### Assignment
Output all the data below verbatim.

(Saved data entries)
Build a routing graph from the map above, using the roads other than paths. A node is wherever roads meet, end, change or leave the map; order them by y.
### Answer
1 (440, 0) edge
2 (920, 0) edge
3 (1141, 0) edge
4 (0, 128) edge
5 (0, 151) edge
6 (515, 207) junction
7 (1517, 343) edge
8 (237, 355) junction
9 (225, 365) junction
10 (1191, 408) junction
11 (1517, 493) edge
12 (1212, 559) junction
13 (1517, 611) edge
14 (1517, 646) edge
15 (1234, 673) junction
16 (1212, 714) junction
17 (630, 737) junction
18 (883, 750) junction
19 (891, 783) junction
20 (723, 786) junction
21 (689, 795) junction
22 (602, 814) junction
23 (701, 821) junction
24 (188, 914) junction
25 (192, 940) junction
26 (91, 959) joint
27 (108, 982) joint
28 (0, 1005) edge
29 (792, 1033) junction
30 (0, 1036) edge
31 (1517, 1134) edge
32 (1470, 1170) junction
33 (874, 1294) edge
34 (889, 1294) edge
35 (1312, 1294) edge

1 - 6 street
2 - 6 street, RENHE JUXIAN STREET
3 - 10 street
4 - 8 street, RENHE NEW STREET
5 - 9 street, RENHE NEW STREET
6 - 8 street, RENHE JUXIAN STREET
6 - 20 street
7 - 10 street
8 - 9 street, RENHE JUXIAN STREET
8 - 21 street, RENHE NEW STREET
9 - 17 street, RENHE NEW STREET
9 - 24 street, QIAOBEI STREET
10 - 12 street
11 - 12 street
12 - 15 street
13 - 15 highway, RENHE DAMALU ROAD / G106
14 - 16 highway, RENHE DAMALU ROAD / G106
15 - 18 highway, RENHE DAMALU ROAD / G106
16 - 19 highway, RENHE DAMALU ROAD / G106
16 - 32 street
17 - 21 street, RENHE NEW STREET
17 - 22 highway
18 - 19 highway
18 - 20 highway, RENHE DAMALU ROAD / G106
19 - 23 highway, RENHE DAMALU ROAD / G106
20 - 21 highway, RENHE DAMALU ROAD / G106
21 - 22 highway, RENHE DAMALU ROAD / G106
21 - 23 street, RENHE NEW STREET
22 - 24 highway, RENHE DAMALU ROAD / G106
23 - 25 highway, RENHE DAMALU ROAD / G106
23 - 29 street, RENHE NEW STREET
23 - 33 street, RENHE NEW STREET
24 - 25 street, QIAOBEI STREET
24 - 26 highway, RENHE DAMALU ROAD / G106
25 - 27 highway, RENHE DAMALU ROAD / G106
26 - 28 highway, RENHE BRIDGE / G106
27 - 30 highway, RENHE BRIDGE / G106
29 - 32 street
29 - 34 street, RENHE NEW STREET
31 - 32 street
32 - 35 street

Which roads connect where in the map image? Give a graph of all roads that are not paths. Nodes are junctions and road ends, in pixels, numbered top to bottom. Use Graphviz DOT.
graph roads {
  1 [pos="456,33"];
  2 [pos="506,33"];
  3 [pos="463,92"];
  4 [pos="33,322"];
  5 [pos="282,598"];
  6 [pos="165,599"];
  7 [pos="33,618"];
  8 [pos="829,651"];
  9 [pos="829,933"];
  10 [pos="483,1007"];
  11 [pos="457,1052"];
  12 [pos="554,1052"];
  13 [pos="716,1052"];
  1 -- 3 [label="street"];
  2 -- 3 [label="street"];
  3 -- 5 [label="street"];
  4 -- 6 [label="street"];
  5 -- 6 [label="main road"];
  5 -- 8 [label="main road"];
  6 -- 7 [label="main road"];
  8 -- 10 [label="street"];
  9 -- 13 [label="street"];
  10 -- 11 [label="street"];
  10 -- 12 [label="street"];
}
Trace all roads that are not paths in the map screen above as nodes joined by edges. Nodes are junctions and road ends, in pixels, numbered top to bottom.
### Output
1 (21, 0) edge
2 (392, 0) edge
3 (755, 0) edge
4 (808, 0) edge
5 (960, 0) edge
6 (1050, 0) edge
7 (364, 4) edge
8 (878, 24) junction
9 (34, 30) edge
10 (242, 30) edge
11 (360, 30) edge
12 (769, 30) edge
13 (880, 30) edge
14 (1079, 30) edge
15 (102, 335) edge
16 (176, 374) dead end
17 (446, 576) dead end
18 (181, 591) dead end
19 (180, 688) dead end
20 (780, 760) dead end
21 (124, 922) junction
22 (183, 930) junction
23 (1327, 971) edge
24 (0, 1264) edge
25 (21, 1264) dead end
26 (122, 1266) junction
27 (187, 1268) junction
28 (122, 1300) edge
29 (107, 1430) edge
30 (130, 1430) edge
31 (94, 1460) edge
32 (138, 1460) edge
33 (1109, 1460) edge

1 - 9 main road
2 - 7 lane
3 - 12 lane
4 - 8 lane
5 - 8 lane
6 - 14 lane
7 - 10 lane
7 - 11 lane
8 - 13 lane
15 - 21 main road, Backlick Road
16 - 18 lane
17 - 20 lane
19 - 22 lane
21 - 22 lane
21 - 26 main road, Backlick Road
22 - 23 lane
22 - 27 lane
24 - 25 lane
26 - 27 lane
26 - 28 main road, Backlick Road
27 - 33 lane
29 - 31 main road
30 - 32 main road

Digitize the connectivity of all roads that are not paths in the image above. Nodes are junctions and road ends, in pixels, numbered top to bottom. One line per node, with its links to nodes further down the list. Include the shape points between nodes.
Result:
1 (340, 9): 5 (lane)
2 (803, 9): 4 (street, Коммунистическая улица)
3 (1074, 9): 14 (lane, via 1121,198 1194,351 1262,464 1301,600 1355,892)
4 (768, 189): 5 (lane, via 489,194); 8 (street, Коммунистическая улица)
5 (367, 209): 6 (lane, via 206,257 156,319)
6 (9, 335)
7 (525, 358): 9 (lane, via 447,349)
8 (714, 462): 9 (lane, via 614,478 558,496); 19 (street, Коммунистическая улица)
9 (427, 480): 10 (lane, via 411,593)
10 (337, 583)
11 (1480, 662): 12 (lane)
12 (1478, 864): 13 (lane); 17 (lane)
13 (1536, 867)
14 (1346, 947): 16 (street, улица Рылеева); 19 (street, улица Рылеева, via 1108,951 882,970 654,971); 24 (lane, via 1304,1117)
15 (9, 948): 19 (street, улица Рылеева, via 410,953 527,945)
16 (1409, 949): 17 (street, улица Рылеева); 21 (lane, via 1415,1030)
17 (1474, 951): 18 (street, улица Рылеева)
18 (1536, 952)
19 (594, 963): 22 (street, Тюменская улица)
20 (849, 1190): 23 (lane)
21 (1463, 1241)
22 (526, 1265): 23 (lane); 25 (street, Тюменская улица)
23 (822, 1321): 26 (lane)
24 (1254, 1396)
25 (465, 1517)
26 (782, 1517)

### Solution
Build a routing graph from the map above, using the roads other than paths. A node is wherever roads meet, end, change or leave the map; order them by y.
### Answer
1 (440, 0) edge
2 (920, 0) edge
3 (1141, 0) edge
4 (0, 128) edge
5 (0, 151) edge
6 (515, 207) junction
7 (1517, 343) edge
8 (237, 355) junction
9 (225, 365) junction
10 (1191, 408) junction
11 (1517, 493) edge
12 (1212, 559) junction
13 (1517, 611) edge
14 (1517, 646) edge
15 (1234, 673) junction
16 (1212, 714) junction
17 (630, 737) junction
18 (883, 750) junction
19 (891, 783) junction
20 (723, 786) junction
21 (689, 795) junction
22 (602, 814) junction
23 (701, 821) junction
24 (188, 914) junction
25 (192, 940) junction
26 (91, 959) joint
27 (108, 982) joint
28 (0, 1005) edge
29 (792, 1033) junction
30 (0, 1036) edge
31 (1517, 1134) edge
32 (1470, 1170) junction
33 (874, 1294) edge
34 (889, 1294) edge
35 (1312, 1294) edge

1 - 6 street
2 - 6 street, RENHE JUXIAN STREET
3 - 10 street
4 - 8 street, RENHE NEW STREET
5 - 9 street, RENHE NEW STREET
6 - 8 street, RENHE JUXIAN STREET
6 - 20 street
7 - 10 street
8 - 9 street, RENHE JUXIAN STREET
8 - 21 street, RENHE NEW STREET
9 - 17 street, RENHE NEW STREET
9 - 24 street, QIAOBEI STREET
10 - 12 street
11 - 12 street
12 - 15 street
13 - 15 highway, RENHE DAMALU ROAD / G106
14 - 16 highway, RENHE DAMALU ROAD / G106
15 - 18 highway, RENHE DAMALU ROAD / G106
16 - 19 highway, RENHE DAMALU ROAD / G106
16 - 32 street
17 - 21 street, RENHE NEW STREET
17 - 22 highway
18 - 19 highway
18 - 20 highway, RENHE DAMALU ROAD / G106
19 - 23 highway, RENHE DAMALU ROAD / G106
20 - 21 highway, RENHE DAMALU ROAD / G106
21 - 22 highway, RENHE DAMALU ROAD / G106
21 - 23 street, RENHE NEW STREET
22 - 24 highway, RENHE DAMALU ROAD / G106
23 - 25 highway, RENHE DAMALU ROAD / G106
23 - 29 street, RENHE NEW STREET
23 - 33 street, RENHE NEW STREET
24 - 25 street, QIAOBEI STREET
24 - 26 highway, RENHE DAMALU ROAD / G106
25 - 27 highway, RENHE DAMALU ROAD / G106
26 - 28 highway, RENHE BRIDGE / G106
27 - 30 highway, RENHE BRIDGE / G106
29 - 32 street
29 - 34 street, RENHE NEW STREET
31 - 32 street
32 - 35 street

Which roads connect where in the map image? Give a graph of all roads that are not paths. Nodes are junctions and road ends, in pixels, numbered top to bottom. Use Graphviz DOT.
graph roads {
  1 [pos="456,33"];
  2 [pos="506,33"];
  3 [pos="463,92"];
  4 [pos="33,322"];
  5 [pos="282,598"];
  6 [pos="165,599"];
  7 [pos="33,618"];
  8 [pos="829,651"];
  9 [pos="829,933"];
  10 [pos="483,1007"];
  11 [pos="457,1052"];
  12 [pos="554,1052"];
  13 [pos="716,1052"];
  1 -- 3 [label="street"];
  2 -- 3 [label="street"];
  3 -- 5 [label="street"];
  4 -- 6 [label="street"];
  5 -- 6 [label="main road"];
  5 -- 8 [label="main road"];
  6 -- 7 [label="main road"];
  8 -- 10 [label="street"];
  9 -- 13 [label="street"];
  10 -- 11 [label="street"];
  10 -- 12 [label="street"];
}
Trace all roads that are not paths in the map screen above as nodes joined by edges. Nodes are junctions and road ends, in pixels, numbered top to bottom.
### Output
1 (21, 0) edge
2 (392, 0) edge
3 (755, 0) edge
4 (808, 0) edge
5 (960, 0) edge
6 (1050, 0) edge
7 (364, 4) edge
8 (878, 24) junction
9 (34, 30) edge
10 (242, 30) edge
11 (360, 30) edge
12 (769, 30) edge
13 (880, 30) edge
14 (1079, 30) edge
15 (102, 335) edge
16 (176, 374) dead end
17 (446, 576) dead end
18 (181, 591) dead end
19 (180, 688) dead end
20 (780, 760) dead end
21 (124, 922) junction
22 (183, 930) junction
23 (1327, 971) edge
24 (0, 1264) edge
25 (21, 1264) dead end
26 (122, 1266) junction
27 (187, 1268) junction
28 (122, 1300) edge
29 (107, 1430) edge
30 (130, 1430) edge
31 (94, 1460) edge
32 (138, 1460) edge
33 (1109, 1460) edge

1 - 9 main road
2 - 7 lane
3 - 12 lane
4 - 8 lane
5 - 8 lane
6 - 14 lane
7 - 10 lane
7 - 11 lane
8 - 13 lane
15 - 21 main road, Backlick Road
16 - 18 lane
17 - 20 lane
19 - 22 lane
21 - 22 lane
21 - 26 main road, Backlick Road
22 - 23 lane
22 - 27 lane
24 - 25 lane
26 - 27 lane
26 - 28 main road, Backlick Road
27 - 33 lane
29 - 31 main road
30 - 32 main road

Digitize the connectivity of all roads that are not paths in the image above. Nodes are junctions and road ends, in pixels, numbered top to bottom. One line per node, with its links to nodes further down the list. Include the shape points between nodes.
Result:
1 (340, 9): 5 (lane)
2 (803, 9): 4 (street, Коммунистическая улица)
3 (1074, 9): 14 (lane, via 1121,198 1194,351 1262,464 1301,600 1355,892)
4 (768, 189): 5 (lane, via 489,194); 8 (street, Коммунистическая улица)
5 (367, 209): 6 (lane, via 206,257 156,319)
6 (9, 335)
7 (525, 358): 9 (lane, via 447,349)
8 (714, 462): 9 (lane, via 614,478 558,496); 19 (street, Коммунистическая улица)
9 (427, 480): 10 (lane, via 411,593)
10 (337, 583)
11 (1480, 662): 12 (lane)
12 (1478, 864): 13 (lane); 17 (lane)
13 (1536, 867)
14 (1346, 947): 16 (street, улица Рылеева); 19 (street, улица Рылеева, via 1108,951 882,970 654,971); 24 (lane, via 1304,1117)
15 (9, 948): 19 (street, улица Рылеева, via 410,953 527,945)
16 (1409, 949): 17 (street, улица Рылеева); 21 (lane, via 1415,1030)
17 (1474, 951): 18 (street, улица Рылеева)
18 (1536, 952)
19 (594, 963): 22 (street, Тюменская улица)
20 (849, 1190): 23 (lane)
21 (1463, 1241)
22 (526, 1265): 23 (lane); 25 (street, Тюменская улица)
23 (822, 1321): 26 (lane)
24 (1254, 1396)
25 (465, 1517)
26 (782, 1517)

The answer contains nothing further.